Task statement
All lines with the word "dead" must be pulled from the entries below.

Working data
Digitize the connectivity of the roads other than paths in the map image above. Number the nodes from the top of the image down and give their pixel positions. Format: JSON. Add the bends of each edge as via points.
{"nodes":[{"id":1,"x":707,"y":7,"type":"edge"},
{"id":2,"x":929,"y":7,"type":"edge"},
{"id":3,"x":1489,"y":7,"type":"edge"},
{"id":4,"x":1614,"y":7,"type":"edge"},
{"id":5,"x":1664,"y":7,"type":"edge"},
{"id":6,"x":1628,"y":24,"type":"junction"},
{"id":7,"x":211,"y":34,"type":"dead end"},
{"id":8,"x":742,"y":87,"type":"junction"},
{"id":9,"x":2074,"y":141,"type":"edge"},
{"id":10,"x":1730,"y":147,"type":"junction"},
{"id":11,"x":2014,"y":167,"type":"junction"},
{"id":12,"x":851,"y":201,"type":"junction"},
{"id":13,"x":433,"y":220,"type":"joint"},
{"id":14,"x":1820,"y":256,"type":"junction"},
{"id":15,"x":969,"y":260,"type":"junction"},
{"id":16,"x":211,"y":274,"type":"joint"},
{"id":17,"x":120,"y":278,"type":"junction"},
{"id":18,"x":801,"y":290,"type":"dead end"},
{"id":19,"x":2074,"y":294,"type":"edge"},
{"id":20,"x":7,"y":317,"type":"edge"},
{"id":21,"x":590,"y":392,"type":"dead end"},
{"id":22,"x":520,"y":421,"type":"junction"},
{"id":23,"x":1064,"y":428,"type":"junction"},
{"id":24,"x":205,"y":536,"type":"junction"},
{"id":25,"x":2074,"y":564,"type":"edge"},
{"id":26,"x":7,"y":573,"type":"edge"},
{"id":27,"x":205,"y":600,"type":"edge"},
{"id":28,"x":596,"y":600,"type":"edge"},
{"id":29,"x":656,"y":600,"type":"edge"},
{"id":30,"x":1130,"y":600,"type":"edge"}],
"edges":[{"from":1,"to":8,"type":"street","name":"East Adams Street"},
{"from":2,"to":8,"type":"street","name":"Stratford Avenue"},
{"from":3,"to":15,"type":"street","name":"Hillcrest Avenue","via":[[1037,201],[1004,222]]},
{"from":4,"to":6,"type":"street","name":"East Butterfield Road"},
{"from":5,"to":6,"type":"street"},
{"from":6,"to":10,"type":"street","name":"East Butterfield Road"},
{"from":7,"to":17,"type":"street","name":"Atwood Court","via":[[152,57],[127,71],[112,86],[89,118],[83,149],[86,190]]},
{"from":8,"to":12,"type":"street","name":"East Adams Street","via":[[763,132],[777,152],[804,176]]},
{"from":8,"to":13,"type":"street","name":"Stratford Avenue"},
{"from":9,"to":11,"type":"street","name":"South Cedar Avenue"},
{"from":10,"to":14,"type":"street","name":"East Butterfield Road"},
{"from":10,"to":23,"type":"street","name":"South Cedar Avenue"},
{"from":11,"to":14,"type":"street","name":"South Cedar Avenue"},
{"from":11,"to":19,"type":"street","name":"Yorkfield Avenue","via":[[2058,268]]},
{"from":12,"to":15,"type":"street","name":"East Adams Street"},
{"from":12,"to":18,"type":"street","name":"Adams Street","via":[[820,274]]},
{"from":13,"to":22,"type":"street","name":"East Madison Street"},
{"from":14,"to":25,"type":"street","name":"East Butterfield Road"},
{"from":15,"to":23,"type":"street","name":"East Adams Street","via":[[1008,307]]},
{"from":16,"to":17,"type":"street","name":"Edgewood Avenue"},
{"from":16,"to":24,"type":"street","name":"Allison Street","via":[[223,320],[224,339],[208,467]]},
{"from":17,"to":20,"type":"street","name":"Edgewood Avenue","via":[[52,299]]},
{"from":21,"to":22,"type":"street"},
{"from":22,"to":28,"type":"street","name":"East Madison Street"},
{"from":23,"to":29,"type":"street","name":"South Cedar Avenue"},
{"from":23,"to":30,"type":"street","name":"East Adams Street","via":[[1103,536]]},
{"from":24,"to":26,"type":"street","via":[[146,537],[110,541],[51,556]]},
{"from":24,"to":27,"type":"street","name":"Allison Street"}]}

Response area
{"id":7,"x":211,"y":34,"type":"dead end"},
{"id":18,"x":801,"y":290,"type":"dead end"},
{"id":21,"x":590,"y":392,"type":"dead end"},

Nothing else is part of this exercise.